Кузнец разглядывал картину с большим вниманием и восхищался работой: эти головы-де предстают нашим глазам столь натуральными, что невольно приходит на ум, не живые ли люди перед тобою.
— Ну так не прекрасно ли, — продолжал молодой художник, — что всякий с усердием трудится, дабы еще более возвысить искусство и еще правдивее представить живое лицо человеческое? Не правда ли, для всех апостолов, для всех тогдашних христиан были великим утешением написанные Лукой изображения умершего Спасителя, и Марии, и Магдалины, и других святых? Они словно бы видели их перед глазами и могли коснуться. Не так же ли прекрасно и в наши дни сделать верное изображение славного доктора Лютера{7} на радость друзьям этого великого человека, смелого борца за истину, и тем споспешествовать всеобщей любви и восхищению? И когда все мы давно уже умрем, не помянут ли нас наши внуки и дальние потомки благодарным словом, найдя написанные нами изображения нынешних героев и великих людей? Воистину, они благословят Альбрехта и быть может похвалят и меня за то, что мы потрудились им на благо, тогда никто не задаст вопроса: какая польза от этого искусства?

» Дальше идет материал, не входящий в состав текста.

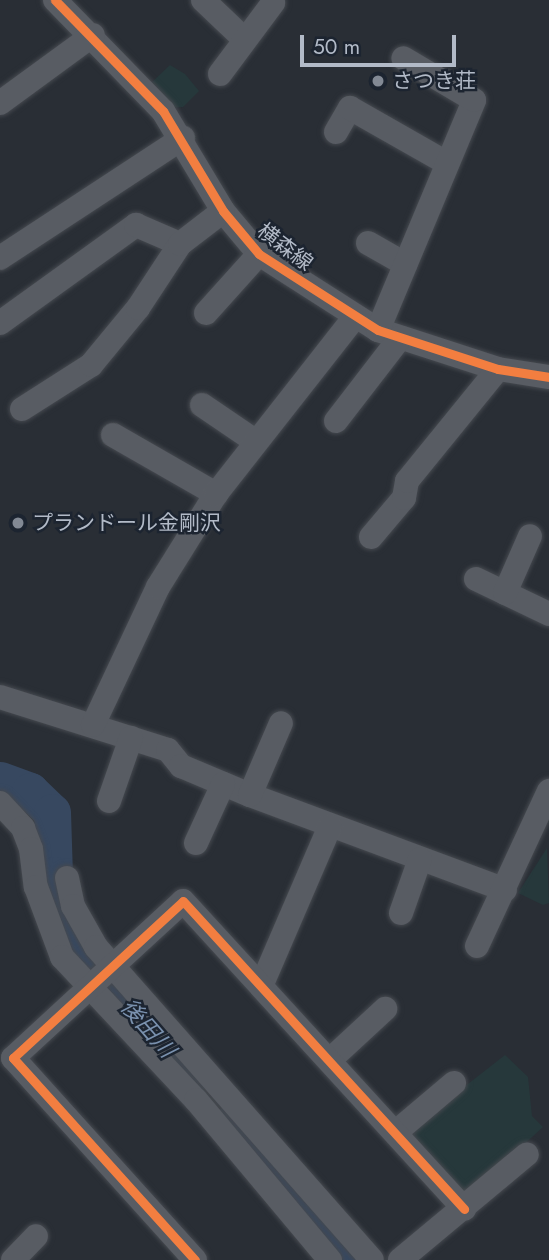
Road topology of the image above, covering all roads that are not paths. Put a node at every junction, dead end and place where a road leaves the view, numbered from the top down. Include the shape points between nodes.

— Если посмотреть с такой стороны, — сказал кузнец, — тогда вы совершенно правы, и воистину это совсем не то, что ковать железо. Мне и самому частенько хотелось сделать что-нибудь, что осталось бы после меня и побуждало людей будущего времени вспомнить обо мне — выковать что-либо необычайно искусное, только я никак не придумаю, что бы это могло быть, и еще порой меня смущает, откуда бы взяться у меня такому стремлению, ведь ни один из моих собратьев по ремеслу и не помышляет ни о чем подобном. Вам-то не приходится ломать над этим голову, да притом и сама работа не так тяжела, как наша 4*. Но в одном мы с вами сходимся, друг мой: день и ночь готов был бы я трудиться, не жалея сил, коли б мог создать нечто такое, что переживет меня, что будет достойно такого рвения, благодаря чему я останусь в памяти людской, и потому я очень хотел бы открыть либо изобрести нечто совсем новое и дотоле неведомое и почитаю счастливцами тех, кому это удалось.

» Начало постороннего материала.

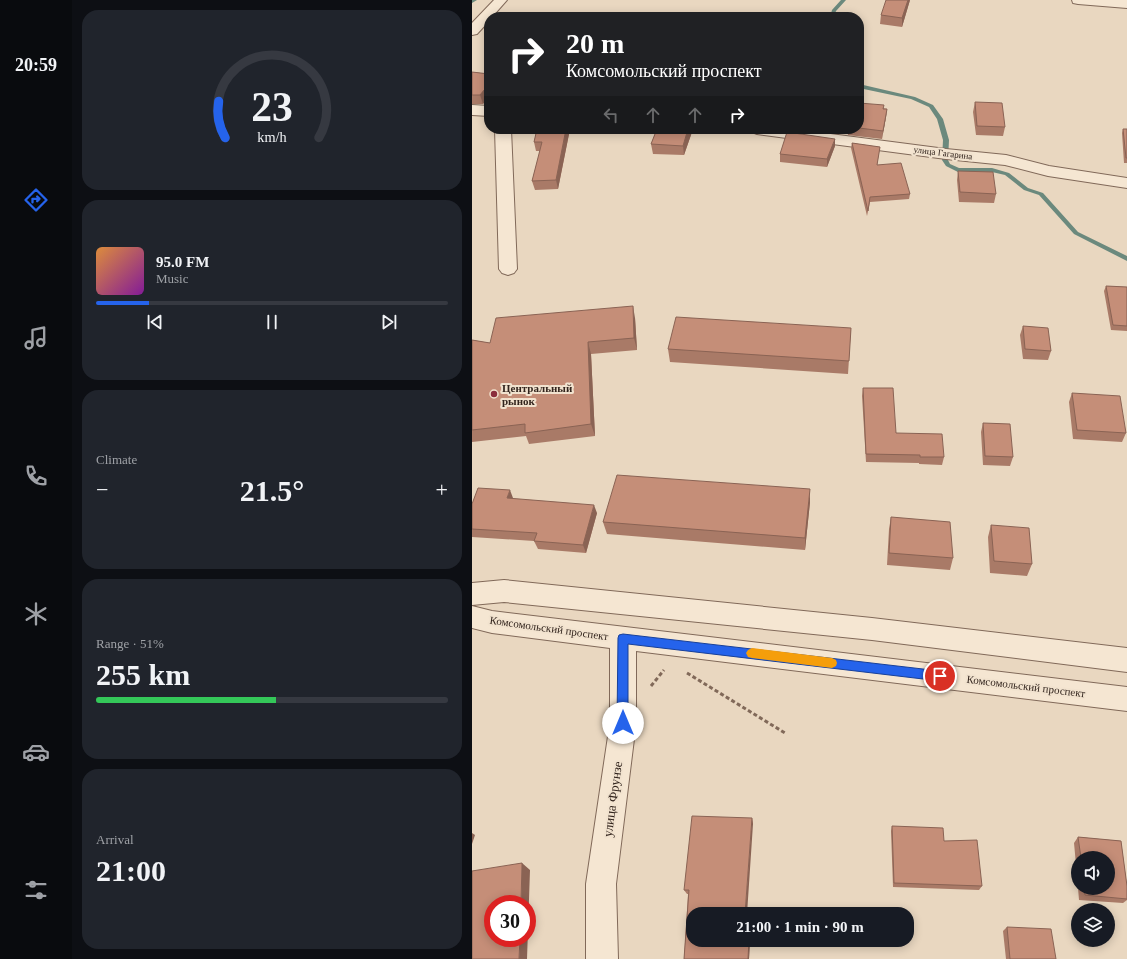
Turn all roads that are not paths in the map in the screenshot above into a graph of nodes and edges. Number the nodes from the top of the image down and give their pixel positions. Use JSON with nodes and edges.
{"nodes":[{"id":1,"x":501,"y":0,"type":"edge"},
{"id":2,"x":1078,"y":0,"type":"edge"},
{"id":3,"x":1127,"y":4,"type":"edge"},
{"id":4,"x":490,"y":12,"type":"edge"},
{"id":5,"x":484,"y":18,"type":"edge"},
{"id":6,"x":472,"y":31,"type":"edge"},
{"id":7,"x":472,"y":110,"type":"edge"},
{"id":8,"x":484,"y":111,"type":"edge"},
{"id":9,"x":503,"y":134,"type":"edge"},
{"id":10,"x":795,"y":134,"type":"edge"},
{"id":11,"x":1127,"y":183,"type":"edge"},
{"id":12,"x":508,"y":269,"type":"dead end"},
{"id":13,"x":472,"y":594,"type":"edge"},
{"id":14,"x":472,"y":617,"type":"edge"},
{"id":15,"x":623,"y":638,"type":"junction"},
{"id":16,"x":1127,"y":660,"type":"edge"},
{"id":17,"x":1127,"y":699,"type":"edge"},
{"id":18,"x":602,"y":959,"type":"edge"}],
"edges":[{"from":1,"to":4,"type":"street"},
{"from":2,"to":3,"type":"street"},
{"from":5,"to":6,"type":"street"},
{"from":7,"to":8,"type":"street"},
{"from":9,"to":12,"type":"street"},
{"from":10,"to":11,"type":"street","name":"улица Гагарина"},
{"from":13,"to":16,"type":"street"},
{"from":14,"to":15,"type":"street","name":"Комсомольский проспект"},
{"from":15,"to":17,"type":"street","name":"Комсомольский проспект"},
{"from":15,"to":18,"type":"street","name":"улица Фрунзе"}]}
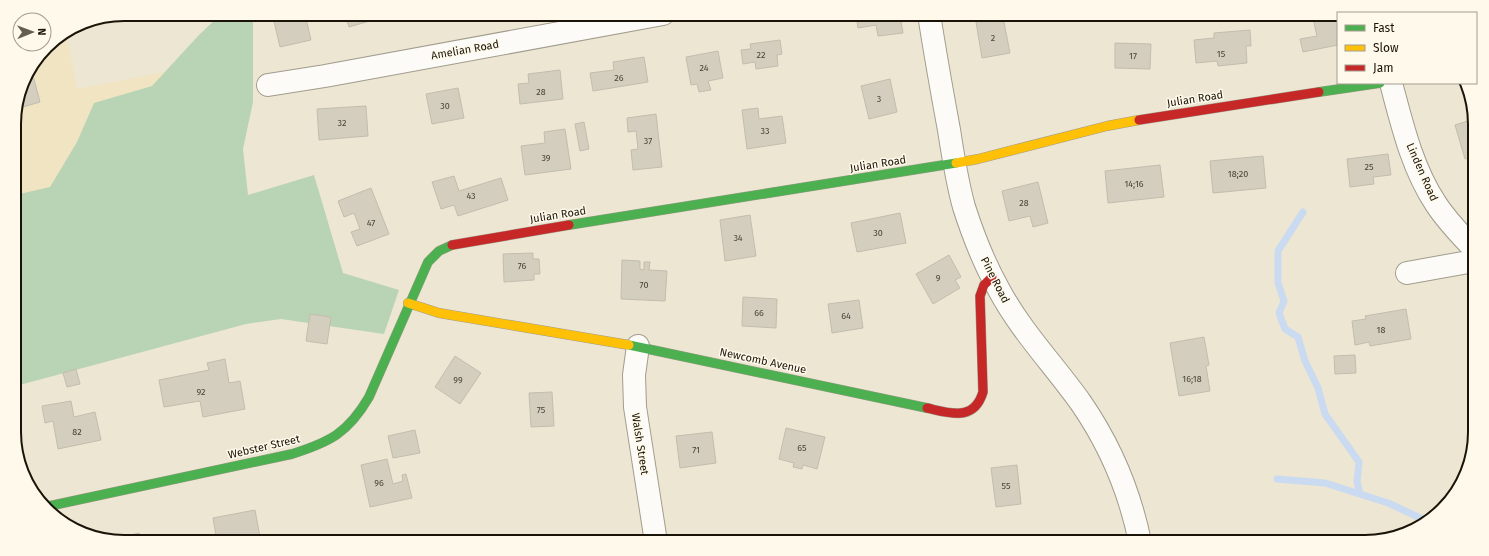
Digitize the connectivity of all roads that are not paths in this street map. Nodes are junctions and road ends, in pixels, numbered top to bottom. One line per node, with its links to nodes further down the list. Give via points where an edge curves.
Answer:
1 (625, 21): 5 (street, Amelian Road)
2 (930, 21): 6 (street, Pine Road)
3 (1373, 84): 6 (street, Julian Road, via 1107,126)
4 (1391, 84): 7 (street, Linden Road, via 1406,137 1426,188 1441,211)
5 (268, 85)
6 (954, 164): 10 (street, Pine Road, via 969,223); 11 (street, Julian Road, via 455,244 433,255)
7 (1468, 242)
8 (1468, 262): 9 (street)
9 (1407, 273)
10 (992, 277): 12 (street, Newcomb Avenue, via 985,283 980,296 983,392 975,409 964,414 954,414); 15 (street, Pine Road, via 1004,301 1081,404 1100,434 1124,485)
11 (408, 303): 12 (street, Newcomb Avenue, via 439,313); 13 (street, Webster Street, via 368,399 352,422 325,443 292,454)
12 (638, 346): 14 (street, Walsh Street, via 634,375 635,408)
13 (53, 506)
14 (655, 535)
15 (1138, 535)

При этих словах гнев художника совершенно рассеялся, он почувствовал сердечное расположение к подмастерью и рассказал ему еще много о себе и о Нюрнберге; он узнал, что родина молодого кузнеца — Фландрия и что зовут его Массейс{8}.
— Не сделаете ли вы для меня большое одолжение? — спросил подмастерье.

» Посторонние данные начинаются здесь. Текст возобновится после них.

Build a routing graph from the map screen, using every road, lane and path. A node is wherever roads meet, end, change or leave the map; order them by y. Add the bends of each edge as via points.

— С радостью, — ответил Франц.
— Так дайте мне записку к вашему учителю и к вашему другу, чтобы я мог посетить их и понаблюдать за работой, ибо никак я не могу взять в толк, как это можно столь искусно накладывать одну на другую краски; кстати и проверю, похожи ли ваши портреты.
— В этом нет нужды, — ответил Франц, — идите-ка прямо к ним, расскажите, что встретили меня и передайте поклон; они, я уверен, будут к вам добры и разрешат смотреть, сколько вашей душе угодно, хоть целый день, как они работают. Скажите им, что мы много говорили о них и что у меня еще блестят слезы на глазах.